Understanding Fluid Power
by kind permission of Erik Lanke, President of NFPA.
What is Power Transmission?
Standard electric motors typically rotate at 1,000 or 3,000 revolutions per minute (synchronous no-load speed – rpm) – much faster than is practical for most machines. Internal combustion engines also rotate at thousands of rpm when powering equipment. Some form of power transmission, therefore, is needed to convert power from the motor or engine to a more useable form – slower speed and often, linear motion instead of rotary.
Mechanical power transmission methods include gear, chain, belt and other mechanical drives that convert the high-speed mechanical power from the engine or motor’s output shaft to a slower speed with higher torque (twisting force). Mechanical power transmission components also include ball screws, rack and pinion assemblies, chain drives, and other components that convert rotational motion and torque to linear motion and force.
Electrical methods of power transmission regulate electrical power to the motor to control speed and torque. These methods cannot convert the rotary motion of a motor to linear. When linear output is needed a linear motor may be used, but its high cost generally makes a mechanical rotary-to-linear motion device more practical for producing linear motion and force.
In many cases, however, mechanical and electrical methods cannot provide a practical power transmission solution. In these cases, fluid power – whether hydraulic or pneumatics – is used because it can deliver linear and rotary motion with high force and torque within a smaller, lighter package than is possible with other forms of power transmission
A cement mixer, for example, illustrates how different methods of power transmission may be used. Early cement mixers used mechanical drives driven by the truck’s engine or transmission. A system of gears, chain drives and drive shafts provided the speed and torque necessary to rotate the heavy drum of concrete, but speed was difficult to control. The rotational speed of the drum depends upon the engine or transmission speed. As the driver changes gear, the drum would speed up or slow down and rarely rotated at the desired speed. In addition, the complexity and bulk of all the mechanical components were highly maintenance intensive.
An electrical drive could provide good speed control but would require a high-power electric generator, controls and a motor to drive the drum. The motor would be prohibitively large or would require a large gearbox to achieve the low rotational speed of the mixer drum. Either solution would result in a much larger and heavier installation than a hydraulic drive.
Hydraulic drives are the primary choice for cement mixer drives. They use a pump, hydraulic motor and valves to control speed regardless of the engine or transmission speed. The drum rotates at optimum speed, or maybe controlled manually. The components are relatively compact with the pump tucked away within the framework of the truck and the hydraulic motor is only a small fraction of the size of a comparable electric motor gearbox combination.
What is Fluid power?
Fluid power is a term describing hydraulics and pneumatics technologies. Both technologies use a fluid (liquid or gas) to transmit power from one location to another.

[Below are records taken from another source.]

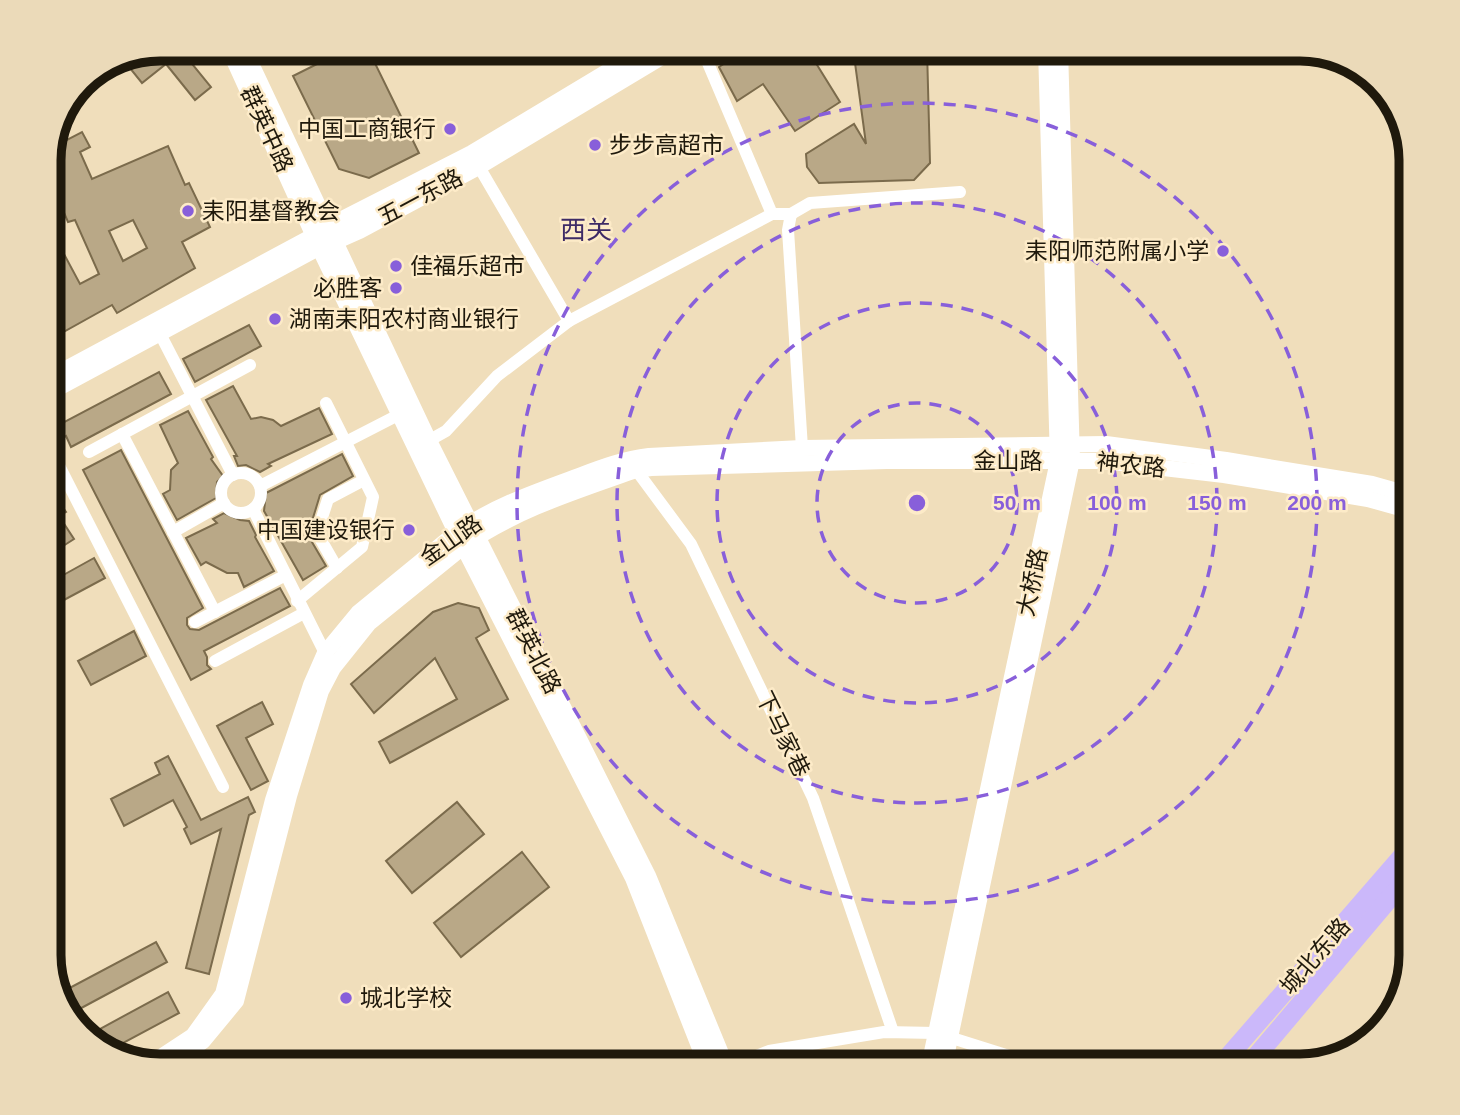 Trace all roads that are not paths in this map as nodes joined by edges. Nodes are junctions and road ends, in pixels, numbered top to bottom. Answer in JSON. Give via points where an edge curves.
{"nodes":[{"id":1,"x":236,"y":61,"type":"edge"},
{"id":2,"x":248,"y":61,"type":"edge"},
{"id":3,"x":628,"y":61,"type":"edge"},
{"id":4,"x":652,"y":61,"type":"edge"},
{"id":5,"x":707,"y":61,"type":"edge"},
{"id":6,"x":1047,"y":61,"type":"edge"},
{"id":7,"x":1060,"y":61,"type":"edge"},
{"id":8,"x":475,"y":160,"type":"junction"},
{"id":9,"x":960,"y":192,"type":"dead end"},
{"id":10,"x":772,"y":214,"type":"junction"},
{"id":11,"x":791,"y":214,"type":"junction"},
{"id":12,"x":324,"y":238,"type":"junction"},
{"id":13,"x":569,"y":321,"type":"junction"},
{"id":14,"x":157,"y":328,"type":"junction"},
{"id":15,"x":250,"y":365,"type":"dead end"},
{"id":16,"x":61,"y":372,"type":"edge"},
{"id":17,"x":61,"y":386,"type":"edge"},
{"id":18,"x":192,"y":397,"type":"junction"},
{"id":19,"x":326,"y":403,"type":"dead end"},
{"id":20,"x":406,"y":411,"type":"junction"},
{"id":21,"x":122,"y":434,"type":"junction"},
{"id":22,"x":345,"y":442,"type":"junction"},
{"id":23,"x":423,"y":444,"type":"junction"},
{"id":24,"x":802,"y":448,"type":"junction"},
{"id":25,"x":89,"y":452,"type":"dead end"},
{"id":26,"x":1065,"y":452,"type":"junction"},
{"id":27,"x":632,"y":464,"type":"junction"},
{"id":28,"x":61,"y":470,"type":"edge"},
{"id":29,"x":233,"y":475,"type":"junction"},
{"id":30,"x":365,"y":480,"type":"junction"},
{"id":31,"x":260,"y":486,"type":"junction"},
{"id":32,"x":1399,"y":492,"type":"edge"},
{"id":33,"x":224,"y":503,"type":"junction"},
{"id":34,"x":1399,"y":508,"type":"edge"},
{"id":35,"x":253,"y":509,"type":"junction"},
{"id":36,"x":173,"y":532,"type":"junction"},
{"id":37,"x":467,"y":535,"type":"junction"},
{"id":38,"x":337,"y":568,"type":"junction"},
{"id":39,"x":284,"y":576,"type":"junction"},
{"id":40,"x":297,"y":601,"type":"junction"},
{"id":41,"x":215,"y":612,"type":"junction"},
{"id":42,"x":304,"y":613,"type":"junction"},
{"id":43,"x":195,"y":622,"type":"dead end"},
{"id":44,"x":329,"y":660,"type":"junction"},
{"id":45,"x":215,"y":661,"type":"dead end"},
{"id":46,"x":223,"y":787,"type":"dead end"},
{"id":47,"x":1399,"y":860,"type":"edge"},
{"id":48,"x":1399,"y":887,"type":"edge"},
{"id":49,"x":893,"y":1032,"type":"junction"},
{"id":50,"x":944,"y":1036,"type":"junction"},
{"id":51,"x":165,"y":1054,"type":"edge"},
{"id":52,"x":184,"y":1054,"type":"edge"},
{"id":53,"x":703,"y":1054,"type":"edge"},
{"id":54,"x":720,"y":1054,"type":"edge"},
{"id":55,"x":762,"y":1054,"type":"edge"},
{"id":56,"x":935,"y":1054,"type":"edge"},
{"id":57,"x":944,"y":1054,"type":"edge"},
{"id":58,"x":1002,"y":1054,"type":"edge"},
{"id":59,"x":1230,"y":1054,"type":"edge"},
{"id":60,"x":1258,"y":1054,"type":"edge"}],
"edges":[{"from":1,"to":12,"type":"main road","name":"群英中路"},
{"from":2,"to":12,"type":"main road","name":"群英中路"},
{"from":3,"to":8,"type":"main road","name":"五一东路"},
{"from":4,"to":8,"type":"main road","name":"五一东路"},
{"from":5,"to":10,"type":"street"},
{"from":6,"to":26,"type":"street","name":"大桥路"},
{"from":7,"to":26,"type":"street","name":"大桥路"},
{"from":8,"to":12,"type":"main road","name":"五一东路","via":[[359,230]]},
{"from":8,"to":13,"type":"street"},
{"from":9,"to":11,"type":"street","via":[[810,203]]},
{"from":10,"to":11,"type":"street"},
{"from":10,"to":13,"type":"street"},
{"from":11,"to":24,"type":"street","via":[[788,230]]},
{"from":12,"to":14,"type":"street","name":"五一东路"},
{"from":12,"to":20,"type":"main road","name":"群英北路"},
{"from":13,"to":23,"type":"street","via":[[497,376],[446,430]]},
{"from":14,"to":16,"type":"street","name":"五一东路"},
{"from":14,"to":17,"type":"street","name":"五一东路"},
{"from":14,"to":18,"type":"street"},
{"from":15,"to":18,"type":"street"},
{"from":18,"to":21,"type":"street"},
{"from":18,"to":29,"type":"street"},
{"from":19,"to":22,"type":"street"},
{"from":20,"to":22,"type":"street"},
{"from":20,"to":23,"type":"main road","name":"群英北路"},
{"from":21,"to":25,"type":"street"},
{"from":21,"to":36,"type":"street"},
{"from":22,"to":30,"type":"street"},
{"from":22,"to":31,"type":"street"},
{"from":23,"to":37,"type":"main road","name":"群英北路"},
{"from":24,"to":26,"type":"street","name":"金山路"},
{"from":24,"to":27,"type":"street","name":"金山路"},
{"from":26,"to":27,"type":"street","name":"金山路","via":[[651,468]]},
{"from":26,"to":32,"type":"street","name":"神农路","via":[[1106,444]]},
{"from":26,"to":34,"type":"street","name":"神农路"},
{"from":26,"to":50,"type":"street","name":"大桥路"},
{"from":27,"to":37,"type":"street","name":"金山路"},
{"from":27,"to":49,"type":"street","name":"下马家巷","via":[[691,544],[813,798]]},
{"from":28,"to":46,"type":"street"},
{"from":29,"to":31,"type":"street","via":[[250,475]]},
{"from":29,"to":33,"type":"street","via":[[223,486]]},
{"from":30,"to":38,"type":"street","via":[[373,497],[362,547]]},
{"from":30,"to":38,"type":"street","via":[[328,499],[317,533]]},
{"from":31,"to":35,"type":"street"},
{"from":33,"to":35,"type":"street","via":[[236,512]]},
{"from":33,"to":36,"type":"street"},
{"from":35,"to":39,"type":"street"},
{"from":36,"to":41,"type":"street"},
{"from":37,"to":44,"type":"street","name":"金山路","via":[[358,613]]},
{"from":37,"to":53,"type":"main road","name":"群英北路","via":[[634,878]]},
{"from":37,"to":54,"type":"main road","name":"群英北路","via":[[647,876]]},
{"from":38,"to":40,"type":"street"},
{"from":39,"to":40,"type":"street"},
{"from":39,"to":41,"type":"street"},
{"from":40,"to":42,"type":"street"},
{"from":41,"to":43,"type":"street"},
{"from":42,"to":44,"type":"street"},
{"from":42,"to":45,"type":"street"},
{"from":44,"to":51,"type":"street","name":"金山路","via":[[311,685],[273,800],[222,995],[192,1036]]},
{"from":44,"to":52,"type":"street","name":"金山路","via":[[236,1001],[203,1041]]},
{"from":47,"to":59,"type":"main road","name":"城北东路"},
{"from":48,"to":60,"type":"main road","name":"城北东路"},
{"from":49,"to":50,"type":"street"},
{"from":49,"to":55,"type":"street"},
{"from":50,"to":56,"type":"street","name":"大桥路"},
{"from":50,"to":57,"type":"street","name":"大桥路"},
{"from":50,"to":58,"type":"street"}]}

With hydraulics the fluid is a liquid (usually oil but can be water) whereas pneumatics uses a gas (usually compressed air). Both are forms of power transmission, which is the technology of converting power to a more useable form and distributing it to where it is required. The common methods of power transmission are electrical, mechanical and fluid power, although they are sometimes viewed as competing technologies, no single method of power transmission is the best choice for all applications. In fact, most applications are served by a combination of technologies. Fluid power, however, offers important advantages over the other technologies.

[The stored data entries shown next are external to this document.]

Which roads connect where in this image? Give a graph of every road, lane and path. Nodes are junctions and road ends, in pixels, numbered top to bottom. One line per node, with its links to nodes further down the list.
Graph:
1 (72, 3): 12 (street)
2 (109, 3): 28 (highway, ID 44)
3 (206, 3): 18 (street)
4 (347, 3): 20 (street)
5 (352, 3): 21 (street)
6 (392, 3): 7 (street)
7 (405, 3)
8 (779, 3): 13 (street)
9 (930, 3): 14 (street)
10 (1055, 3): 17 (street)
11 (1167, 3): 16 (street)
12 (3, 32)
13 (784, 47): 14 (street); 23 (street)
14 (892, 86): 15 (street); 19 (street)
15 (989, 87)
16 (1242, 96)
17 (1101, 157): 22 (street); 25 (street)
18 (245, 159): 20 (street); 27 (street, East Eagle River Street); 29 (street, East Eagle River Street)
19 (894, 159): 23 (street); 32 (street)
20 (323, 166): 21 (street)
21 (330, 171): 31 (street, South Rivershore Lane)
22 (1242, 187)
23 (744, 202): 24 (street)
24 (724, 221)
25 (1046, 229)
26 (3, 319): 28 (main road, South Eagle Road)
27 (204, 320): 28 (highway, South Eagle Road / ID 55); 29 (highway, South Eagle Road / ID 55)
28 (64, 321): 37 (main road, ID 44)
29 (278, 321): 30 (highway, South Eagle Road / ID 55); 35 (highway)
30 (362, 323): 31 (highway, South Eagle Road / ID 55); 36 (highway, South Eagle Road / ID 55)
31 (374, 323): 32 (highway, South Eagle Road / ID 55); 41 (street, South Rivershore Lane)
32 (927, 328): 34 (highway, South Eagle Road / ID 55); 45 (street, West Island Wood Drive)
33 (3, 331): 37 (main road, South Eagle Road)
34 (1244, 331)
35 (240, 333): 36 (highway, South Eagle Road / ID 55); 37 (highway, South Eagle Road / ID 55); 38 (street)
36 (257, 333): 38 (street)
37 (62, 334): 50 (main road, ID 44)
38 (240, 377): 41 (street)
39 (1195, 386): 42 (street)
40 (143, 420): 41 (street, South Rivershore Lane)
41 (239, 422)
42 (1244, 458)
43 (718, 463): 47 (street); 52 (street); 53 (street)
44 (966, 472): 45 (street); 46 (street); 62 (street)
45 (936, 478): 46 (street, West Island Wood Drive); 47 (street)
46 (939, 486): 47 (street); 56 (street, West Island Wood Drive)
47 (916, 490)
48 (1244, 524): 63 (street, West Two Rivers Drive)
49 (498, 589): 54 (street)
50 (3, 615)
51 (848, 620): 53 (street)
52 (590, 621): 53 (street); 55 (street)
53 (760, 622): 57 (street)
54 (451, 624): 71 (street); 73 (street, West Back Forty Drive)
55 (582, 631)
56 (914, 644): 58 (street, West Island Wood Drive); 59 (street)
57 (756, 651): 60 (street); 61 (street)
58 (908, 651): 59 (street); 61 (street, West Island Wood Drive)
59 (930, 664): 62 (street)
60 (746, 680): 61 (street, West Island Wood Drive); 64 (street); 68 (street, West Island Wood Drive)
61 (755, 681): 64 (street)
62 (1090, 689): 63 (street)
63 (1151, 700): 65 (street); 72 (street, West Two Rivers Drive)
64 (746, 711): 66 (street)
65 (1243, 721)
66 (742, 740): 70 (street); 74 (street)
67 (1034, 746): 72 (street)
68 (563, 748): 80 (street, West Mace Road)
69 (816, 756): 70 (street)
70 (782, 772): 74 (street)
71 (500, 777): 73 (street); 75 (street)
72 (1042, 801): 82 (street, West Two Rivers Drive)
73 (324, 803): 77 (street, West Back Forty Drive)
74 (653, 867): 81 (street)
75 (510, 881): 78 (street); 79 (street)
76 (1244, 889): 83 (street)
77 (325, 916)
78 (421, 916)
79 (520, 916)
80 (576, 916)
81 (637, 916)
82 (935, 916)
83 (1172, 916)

Fluid power systems easily produce linear motion using hydraulic or pneumatic cylinders, whereas electrical and mechanical methods usually must use a mechanical device to convert rotational motion to linear. Fluid power systems generally can transmit equivalent power within a much smaller space than mechanical or electrical drives, especially when extremely high force or torque is required. Fluid power systems also offer simple and effective control of direction, speed, force and torque using simple control valves and can be integrated with sophisticated electronics for more precise control. Fluid power systems often do not require electrical power, which eliminates the risk of electrical shock, sparks, fire and explosions.